Разнообразие претило их эстетике, как нам - рюшки на гардинах. Минимум больше максимума, потому что он включает все, вычитая лишнее: ночью все кошки серы. Как монохромная живопись, которая заменяет палитру черно-белой игрой кисти с пустотой.
Когда одного чудака спросили, почему он нарисовал бамбук красной тушью, он удивился:
- А какого же, по-вашему, цвета бамбук?
- Конечно - черного.
Чтобы так писать, надо забыть все, чему я учился. Пастернак считал стихи губкой мира, Бродский - ускорителем мысли, Хармс - вещью из языка, которой можно разбить окно. Но, чтобы полюбить китайцев, нужно ценить пресную кухню. Их стих невзрачен. Их слог вторичен. Их афоризм цвета воды. Их словесность бедна, банальна, бессвязна. Но лишь потому, что она сразу темна и прозрачна. Доверяя читателю больше, чем словам, китайцы даже не потрудились изобрести пунктуацию. Оставшись без синтаксиса, мы сами должны связать мысли мудреца, который предпочитает системе самые простые и потому бездонные примеры.
Читать такое почти то же самое, что писать. Поэтому чаще, чем Библию, переводят книгу Лао-цзы, перекладывая его, кто как на душу положит. Одни - для других, я - для себя:
Тот, кто стоит на цыпочках,
Нетвердо держится на ногах.
Тот, кто блещет,
Приглушает свой собственный свет.
Тот, кто ищет себе определения,
Не узнает, кто он.
Тот, кто цепляется за свою работу,
Не создаст ничего долговечного.
Если ты хочешь быть в согласии с Дао,
Сделай свое дело и иди.
- Китайцы, - пишет исследователь их древностей, - чрезвычайно высоко ценили попугаев, потому что видели в них полезный урок: слишком умную - говорящую! - птицу первой сажают в клетку.
- Кем ты хочешь быть, когда вырастешь?
- Китайцем.
Но теперь, когда и седых-то волос осталось немного, цель моя все еще смутна, как горы в снегопад. И все же в каждую новогоднюю ночь, когда все бросают пить, курить и есть сладкое, я обещаю сделать новый шаг в прежнем направлении. Для радикальных решений эта пора кажется самой подходящей, потому что Новый год - допотопное исключение.
Дело в том, что обычным сырьем наших праздников служит история. Наш календарь - сплошные крестины. Отмечая дни рождения стран, богов и кумиров, мы возвращаемся к неповторенному мгновению. Но в природе все повторимо, и Новый год не дает нам об этом забыть.
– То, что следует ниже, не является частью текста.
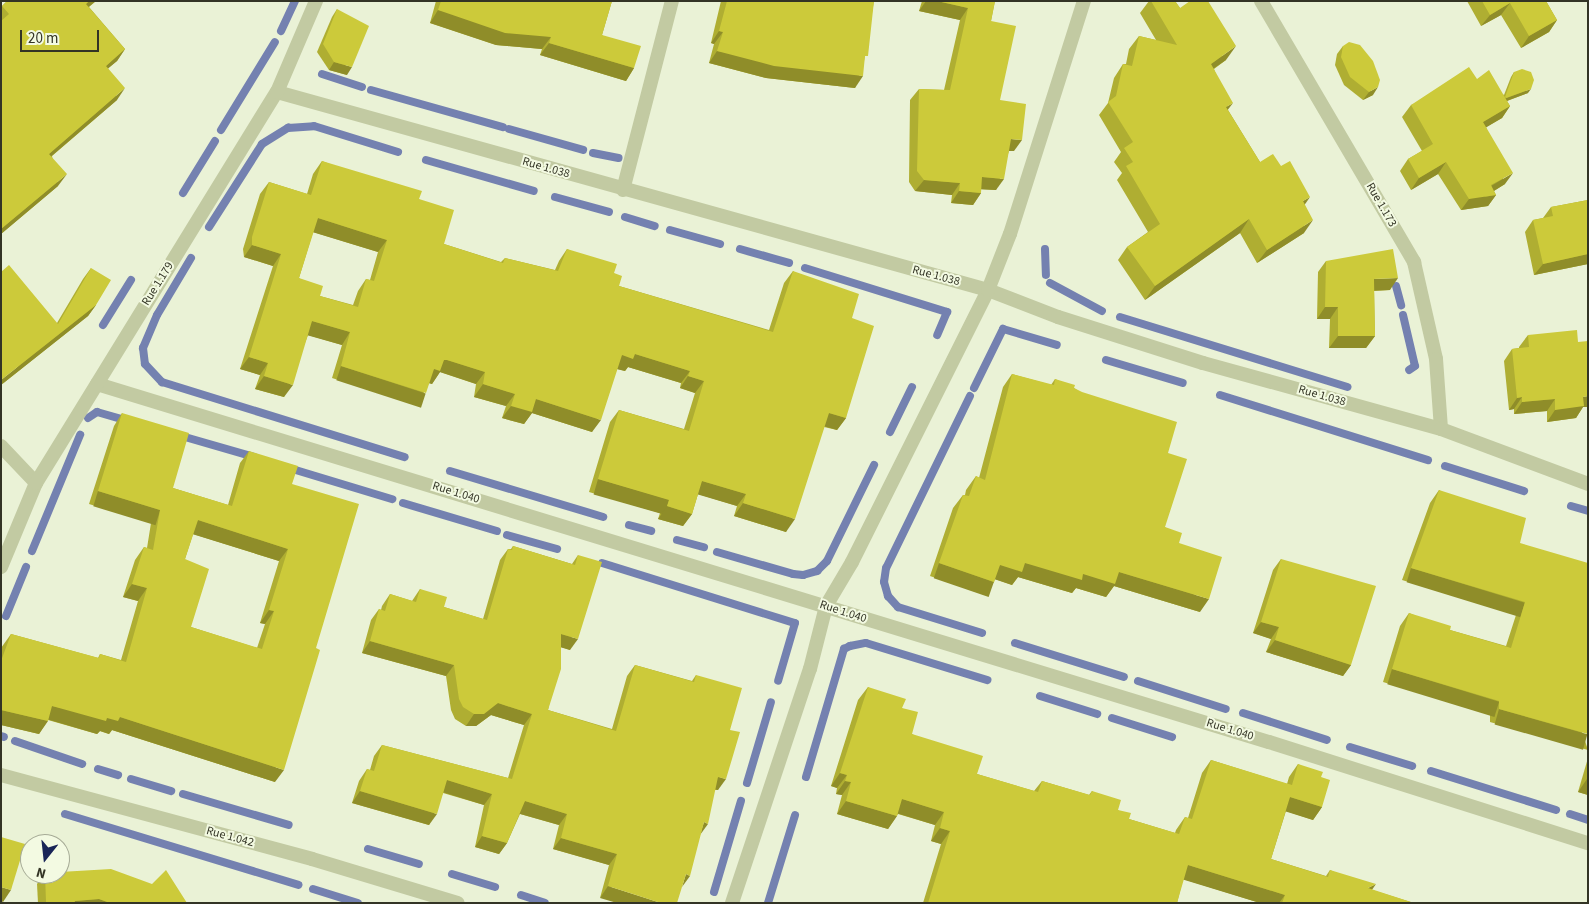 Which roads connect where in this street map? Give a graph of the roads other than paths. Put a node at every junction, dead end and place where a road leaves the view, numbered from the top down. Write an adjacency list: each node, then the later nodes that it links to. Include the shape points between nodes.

Этот праздник пришел к нам из другого - циклического - времени. Произвольно выделив из бесспорно круглого года одну ночь, мы, назначив ее новогодней, создали обряд и украсили его литургией - конфетти и куранты, оливье и шампанское. Попав в календарь, природа, не изменив себе, превратилась в культуру. А культура - всегда ритуал, превращающий вещи в символы, пространство - в зону, время - в праздник. Повторение создает смысл, и прошлое становится настоящим, продлевая историю в вечность. Без ритуала мы не можем ни поцеловаться, ни чокнуться, ни выпить.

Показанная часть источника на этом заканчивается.